The Channel Sales Journey Is Changing

The Channel Sales Journey Is Changing


Take a consultative approach to sales and give customers ongoing support.

BT Wholesale's Phil Toms

Phil Toms

Over the last two years, we’ve seen stakeholders in the channel adapt their offerings to reflect quickly evolving demands. Companies now are faced with a hybrid world, one which is also experiencing an acceleration of digital transformation strategies, so it’s no surprise that the sales journey in the channel is changing, too. While new products are an obvious transition, it’s important that partners understand how sales techniques are evolving, as with this evolution comes increased revenue and growth.

Technology Is Evolving

There’s no doubt the pandemic has affected the types of technology being sold in the channel. For instance, there’s a clear increased demand for services utilising the cloud and for collaboration tools. This is because with more people suddenly working from home, businesses had to quickly empower workforces to perform their job responsibilities and effectively collaborate. Cloud based-infrastructure, for example, allows organisations to deal with increased virtual connectivity requirements, a necessity as people log in remotely.
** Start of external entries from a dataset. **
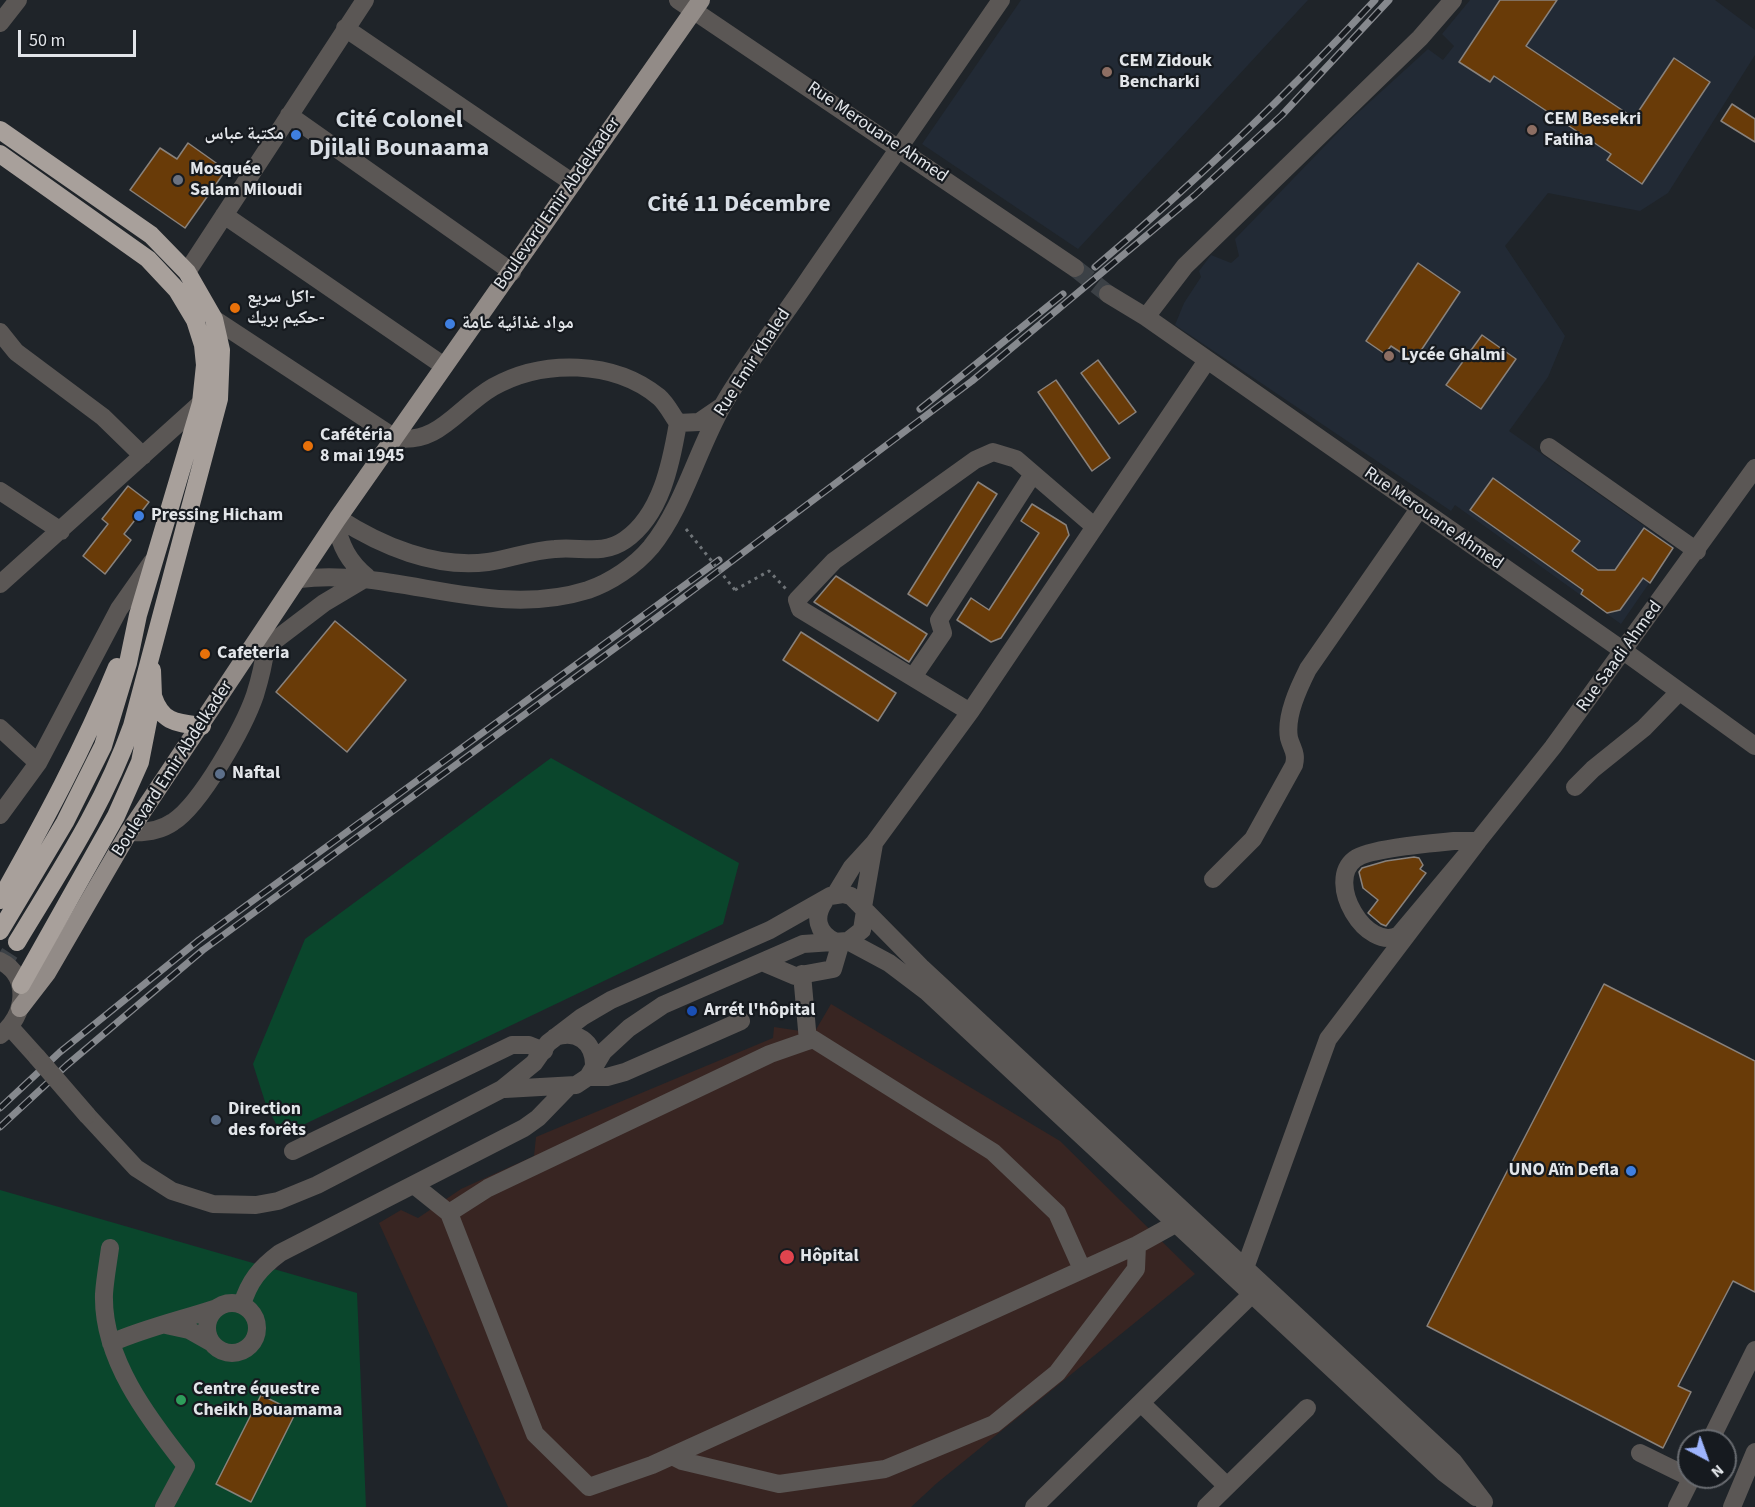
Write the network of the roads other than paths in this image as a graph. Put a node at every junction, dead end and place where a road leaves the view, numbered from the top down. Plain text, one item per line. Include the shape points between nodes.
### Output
1 (18, 0) edge
2 (365, 0) edge
3 (678, 0) edge
4 (1001, 0) edge
5 (1453, 0) edge
6 (697, 5) edge
7 (0, 24) edge
8 (345, 28) junction
9 (289, 115) junction
10 (0, 130) edge
11 (899, 148) junction
12 (0, 154) edge
13 (573, 183) junction
14 (224, 215) junction
15 (1075, 268) tunnel mouth
16 (187, 272) junction
17 (512, 272) junction
18 (1108, 294) tunnel mouth
19 (1146, 317) junction
20 (214, 320) junction
21 (0, 332) edge
22 (1206, 362) junction
23 (444, 366) junction
24 (201, 403) junction
25 (723, 405) junction
26 (678, 423) junction
27 (395, 438) junction
28 (1548, 447) dead end
29 (143, 456) junction
30 (1755, 468) edge
31 (1033, 474) junction
32 (0, 491) edge
33 (1419, 509) junction
34 (337, 520) junction
35 (1095, 527) junction
36 (61, 531) junction
37 (1697, 551) junction
38 (156, 556) junction
39 (367, 578) junction
40 (299, 579) junction
41 (0, 584) edge
42 (138, 615) junction
43 (152, 645) junction
44 (266, 646) junction
45 (1625, 652) junction
46 (248, 653) junction
47 (913, 677) junction
48 (1678, 693) junction
49 (153, 696) junction
50 (970, 712) junction
51 (202, 726) junction
52 (0, 728) edge
53 (1755, 746) edge
54 (38, 763) junction
55 (1575, 787) dead end
56 (0, 815) edge
57 (129, 832) junction
58 (1478, 840) junction
59 (874, 843) junction
60 (1213, 879) dead end
61 (829, 898) junction
62 (0, 900) edge
63 (864, 909) junction
64 (0, 931) tunnel mouth
65 (841, 941) junction
66 (17, 942) tunnel mouth
67 (0, 961) edge
68 (762, 962) junction
69 (802, 974) junction
70 (21, 985) junction
71 (20, 1008) junction
72 (741, 1021) dead end
73 (5, 1031) edge
74 (808, 1041) junction
75 (548, 1047) junction
76 (591, 1071) junction
77 (565, 1085) junction
78 (502, 1089) junction
79 (293, 1151) dead end
80 (414, 1185) junction
81 (449, 1213) junction
82 (1175, 1224) junction
83 (1137, 1245) junction
84 (110, 1248) dead end
85 (1245, 1268) junction
86 (1082, 1269) junction
87 (1252, 1294) junction
88 (242, 1305) junction
89 (217, 1308) junction
90 (166, 1325) junction
91 (111, 1342) junction
92 (212, 1343) junction
93 (1755, 1350) edge
94 (1142, 1404) junction
95 (1307, 1408) dead end
96 (1716, 1429) edge
97 (1755, 1452) edge
98 (1640, 1453) dead end
99 (672, 1456) junction
100 (1677, 1470) edge
101 (1227, 1486) junction
102 (1685, 1489) edge
103 (1487, 1504) edge
104 (164, 1507) edge
105 (1034, 1507) edge
106 (1206, 1507) edge
107 (1677, 1507) edge
108 (1732, 1507) edge

1 - 7 street
2 - 8 street
3 - 6 street, Rue Merouane Ahmed
4 - 11 street, Rue Emir Khaled
5 - 19 street via 1420,38 1185,266
6 - 11 street, Rue Merouane Ahmed
6 - 13 main road, Boulevard Emir Abdelkader
8 - 9 street
8 - 13 street
9 - 14 street
9 - 17 street
10 - 16 highway via 151,235
11 - 15 street, Rue Merouane Ahmed
11 - 25 street, Rue Emir Khaled
12 - 24 highway via 148,259 177,290 195,320 203,345
13 - 17 main road, Boulevard Emir Abdelkader
14 - 16 street
14 - 23 street
16 - 20 highway
17 - 23 main road, Boulevard Emir Abdelkader
18 - 19 street, Rue Merouane Ahmed
19 - 22 street, Rue Merouane Ahmed
20 - 27 street
20 - 43 highway via 221,350 219,399
21 - 29 street via 16,352 103,417
22 - 33 street, Rue Merouane Ahmed
22 - 35 street
23 - 27 main road, Boulevard Emir Abdelkader
24 - 29 street
24 - 38 highway
25 - 26 street via 699,422
25 - 39 street, Rue Emir Khaled via 662,530 650,547 612,580 589,590 534,600 461,596
26 - 27 street via 660,398 611,372 555,369 495,386 425,438
26 - 34 street via 672,461 655,503 626,540 608,549 554,549 457,565 363,534
27 - 34 main road, Boulevard Emir Abdelkader
28 - 37 street
29 - 36 street
30 - 37 street, Rue Saadi Ahmed
31 - 35 street
31 - 47 street via 939,620 943,633
31 - 47 street via 1016,459 993,452 975,460 834,561 797,600 800,609
32 - 36 street
33 - 45 street, Rue Merouane Ahmed
33 - 60 street via 1308,669 1290,724 1290,740 1296,752 1294,765 1253,839
34 - 39 street via 346,553
34 - 40 main road, Boulevard Emir Abdelkader
35 - 50 street
36 - 41 street
37 - 45 street, Rue Saadi Ahmed
38 - 42 highway
38 - 54 street via 119,609
39 - 40 street, Rue Emir Khaled
39 - 44 street via 324,603
40 - 46 main road, Boulevard Emir Abdelkader
42 - 62 highway via 92,729
42 - 64 highway via 103,746 65,822
43 - 49 highway
43 - 66 highway via 132,726 115,772
44 - 46 street
44 - 57 street via 255,696 241,727 190,806 163,828
45 - 48 street, Rue Merouane Ahmed
45 - 58 street, Rue Saadi Ahmed
46 - 51 main road, Boulevard Emir Abdelkader
47 - 50 street
48 - 53 street, Rue Merouane Ahmed
48 - 55 street
49 - 51 highway via 158,711 166,717 177,723
49 - 70 highway via 140,762 116,816
50 - 59 street
51 - 57 main road, Boulevard Emir Abdelkader
52 - 54 street
54 - 56 street
57 - 71 main road, Boulevard Emir Abdelkader via 47,973
58 - 58 street, Rue Saadi Ahmed via 1426,843 1361,855 1345,873 1351,907 1370,931 1393,938 1406,929
58 - 85 street via 1328,1039
59 - 61 street
59 - 63 street
61 - 63 street via 851,896
61 - 65 street via 817,916 818,924 821,931
61 - 75 street via 770,930 611,1000
63 - 65 street via 862,930
63 - 85 street via 921,967
65 - 68 street via 803,944
65 - 69 street via 833,969
65 - 82 street via 889,963 926,991
67 - 70 street
68 - 69 street via 795,976
68 - 76 street via 645,1016 614,1042
69 - 74 street
70 - 71 street
71 - 73 street
72 - 76 street via 625,1072 607,1077
73 - 78 street, bridge via 37,1057 136,1168 172,1191 213,1204 256,1205 298,1194
74 - 81 street via 771,1054 488,1188
74 - 86 street via 813,1039 993,1152 1057,1213
75 - 76 street via 565,1034 583,1038 590,1045
75 - 77 street via 542,1061 548,1076
75 - 78 street
75 - 79 street via 513,1045
76 - 77 street
77 - 78 street
77 - 80 street via 538,1118 524,1128
80 - 81 street
80 - 88 street via 280,1253 248,1283
81 - 99 street via 535,1434 589,1487
82 - 83 street
82 - 87 street
83 - 86 street
83 - 99 street via 1136,1269 1057,1373 994,1424 885,1469 779,1484
84 - 91 street via 104,1295
85 - 103 street via 1453,1461
86 - 99 street
87 - 94 street
87 - 103 street via 1443,1472
88 - 89 street via 225,1304
88 - 92 street via 255,1316 257,1334 253,1342 232,1353
89 - 90 street
89 - 92 street via 207,1329
90 - 91 street via 145,1328
90 - 92 street via 189,1330
91 - 104 street via 154,1426 186,1466
93 - 96 street
94 - 101 street
94 - 105 street
95 - 101 street
97 - 108 street
98 - 100 street
101 - 106 street
102 - 107 street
As such, while portfolios are being expanded to meet customer needs, and customers look to partners for advice on their specific needs, the channel ecosystem needs to take a more consultative approach to sales. Teams must ensure that they know about solutions, pain points and the latest technologies in greater depth to be able to support customers, as well as wider growth strategies.

It may not sound revolutionary, but one of the biggest tricks that’s often missed with new routes to market and the sales cycle of the channel is providing a solution to partners that fits perfectly with their strategy. By building effective working relationships with colleagues, customers and suppliers, relationships which enable the candid sharing of information and efficient service delivery, businesses can align with partners, increasing wallet share for all stakeholders.
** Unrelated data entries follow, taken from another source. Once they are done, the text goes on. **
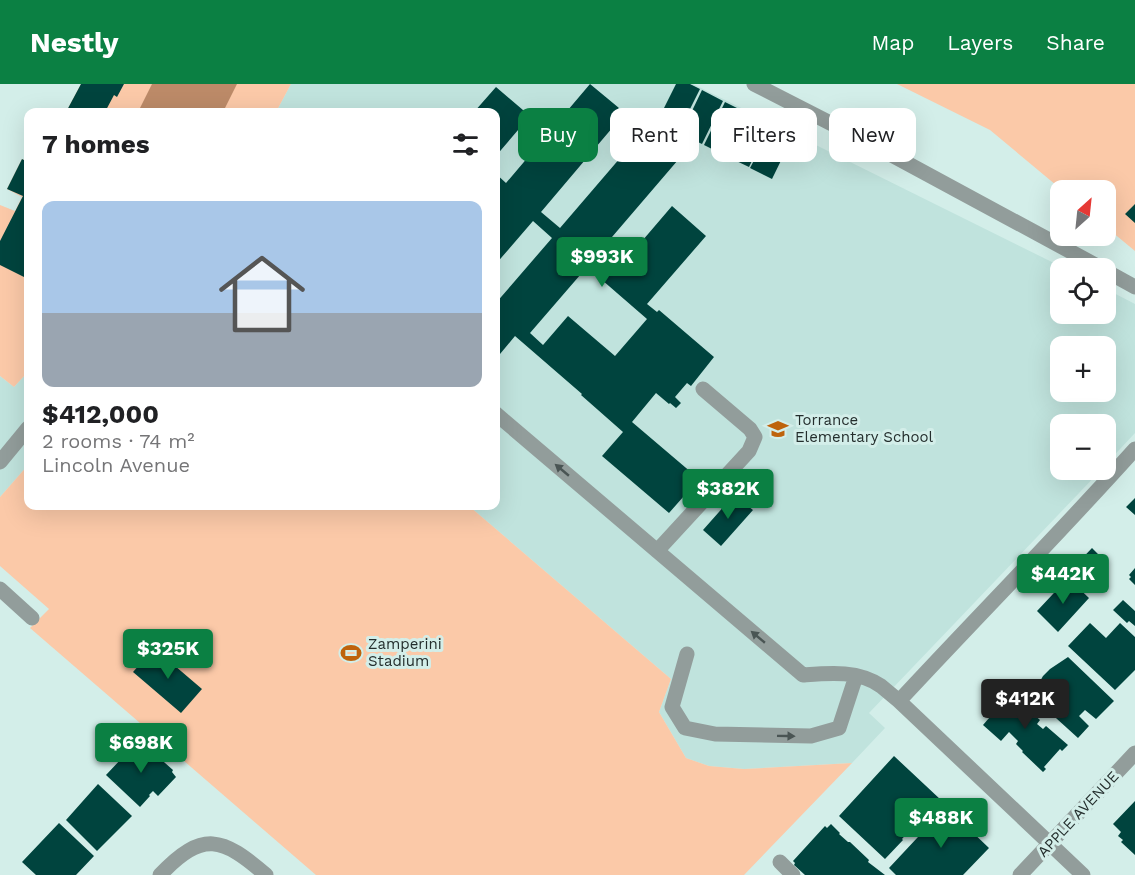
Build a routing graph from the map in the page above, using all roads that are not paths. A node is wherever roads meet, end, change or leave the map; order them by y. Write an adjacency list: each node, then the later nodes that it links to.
1 (754, 84): 2 (street)
2 (1082, 258)
3 (1116, 277): 4 (street)
4 (1135, 287)
5 (703, 389): 10 (street)
6 (500, 417): 10 (street, one-way to 6)
7 (24, 433): 9 (street)
8 (1135, 449): 15 (street)
9 (0, 462)
10 (657, 551): 14 (street, one-way to 10)
11 (0, 589): 12 (street)
12 (32, 618)
13 (687, 654): 14 (street, one-way to 14)
14 (856, 676): 15 (street)
15 (899, 701): 17 (street)
16 (1135, 753): 17 (street, APPLE AVENUE)
17 (1050, 844): 22 (street, APPLE AVENUE); 23 (street)
18 (780, 862): 21 (street)
19 (160, 875): 20 (street)
20 (266, 875)
21 (793, 875)
22 (1020, 875)
23 (1083, 875)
Comprehensive Service Management Is No Longer a ‘Nice-to-Have’

Indeed, whether it’s the vertical market that channel partners operate or the products or solutions that they specialise in, every single opportunity is bespoke. After all, the variety of the channel is what makes it unique. That’s why providers are evolving services to offer a portfolio that not only reflects demand but makes them a one-stop shop for all needs.
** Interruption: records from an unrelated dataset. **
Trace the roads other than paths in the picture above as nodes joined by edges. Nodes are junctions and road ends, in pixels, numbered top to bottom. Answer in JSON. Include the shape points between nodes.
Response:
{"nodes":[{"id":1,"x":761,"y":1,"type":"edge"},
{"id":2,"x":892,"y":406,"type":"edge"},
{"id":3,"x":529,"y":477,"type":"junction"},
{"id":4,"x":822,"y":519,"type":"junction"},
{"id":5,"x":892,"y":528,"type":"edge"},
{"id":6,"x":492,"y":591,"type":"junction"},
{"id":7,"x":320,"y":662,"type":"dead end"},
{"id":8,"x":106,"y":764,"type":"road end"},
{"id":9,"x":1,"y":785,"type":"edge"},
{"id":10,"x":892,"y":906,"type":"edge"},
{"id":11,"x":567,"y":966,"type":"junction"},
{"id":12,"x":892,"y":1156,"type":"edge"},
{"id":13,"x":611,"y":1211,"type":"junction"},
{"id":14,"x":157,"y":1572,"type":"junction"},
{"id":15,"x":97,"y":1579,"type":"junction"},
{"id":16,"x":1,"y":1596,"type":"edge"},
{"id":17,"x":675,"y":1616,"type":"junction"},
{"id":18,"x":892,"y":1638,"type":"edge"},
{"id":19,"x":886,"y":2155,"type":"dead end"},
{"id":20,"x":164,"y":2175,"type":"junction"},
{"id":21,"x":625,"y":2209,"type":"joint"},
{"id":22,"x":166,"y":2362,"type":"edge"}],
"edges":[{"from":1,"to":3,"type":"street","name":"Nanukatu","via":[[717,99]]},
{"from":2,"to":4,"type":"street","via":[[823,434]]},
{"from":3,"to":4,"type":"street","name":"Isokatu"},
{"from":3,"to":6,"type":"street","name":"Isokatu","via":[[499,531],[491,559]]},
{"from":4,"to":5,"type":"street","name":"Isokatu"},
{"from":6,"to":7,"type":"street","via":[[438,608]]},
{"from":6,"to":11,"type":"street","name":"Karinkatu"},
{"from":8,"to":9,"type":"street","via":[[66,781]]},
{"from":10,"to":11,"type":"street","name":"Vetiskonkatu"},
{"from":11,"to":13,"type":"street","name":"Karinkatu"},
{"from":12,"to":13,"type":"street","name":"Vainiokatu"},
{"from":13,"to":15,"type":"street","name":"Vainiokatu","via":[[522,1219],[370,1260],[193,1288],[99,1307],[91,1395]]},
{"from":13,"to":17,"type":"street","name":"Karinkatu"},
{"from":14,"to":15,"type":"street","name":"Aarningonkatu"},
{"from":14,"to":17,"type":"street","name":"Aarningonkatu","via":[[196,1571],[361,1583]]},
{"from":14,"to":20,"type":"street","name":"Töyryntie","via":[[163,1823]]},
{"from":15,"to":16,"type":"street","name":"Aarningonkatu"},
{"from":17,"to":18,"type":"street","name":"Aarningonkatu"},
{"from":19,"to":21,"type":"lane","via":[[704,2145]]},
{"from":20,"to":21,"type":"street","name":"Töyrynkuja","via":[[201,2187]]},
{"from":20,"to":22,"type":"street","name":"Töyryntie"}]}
In the past, end-users would potentially find their solutions from multiple providers. Now, customers want more solutions from one provider, which means the breadth and depth of selling is changing. Tactical or run-rate type selling has diminished and we’re seeing the marketplace and certain verticals looking for larger consolidation products.

To accommodate this, and increase capabilities to streamline central procurement processes, sales techniques in the channel need to evolve. Comprehensive service management is no longer a nice-to-have, but a necessity. Service management that not only delivers what customers want now, but are also going to need in the future, will ensure that businesses aren’t left behind – and it’s what makes the channel a diverse and exciting place to sell.

Learning and Development Initiatives, Upskilling Teams Are Key

The only way to ensure that the one-stop shop is not only fully stocked, but profitable, is to prioritise learning and development initiatives.

Before the pandemic, sales techniques were linear, tried and tested. Now, to ensure that teams can keep up with demand, they need to upskill, so they have full visibility over solutions, products and industry trends. No matter how big or experienced a company is, there’s always room to learn. Managers need to make sure they have the resources internally to support their team so they have continued success and are well equipped for any disruption in the sales cycle or industry.

The pandemic has affected routes to market. Salespeople are in the driving seat for how and when partners and customers adopt new technologies, and they need to be adequately trained to ensure it’s a seamless journey.

The way we work has changed and the sales journey in the channel is now more than just transactional. Expansive portfolios, partnerships and having an engaged and knowledgeable team, underpinned by a company that prioritises training and development, will ensure that customers can receive the ongoing support that they seek. Only then can managers drive their sales teams forward, deliver on wider business aims and empower customers.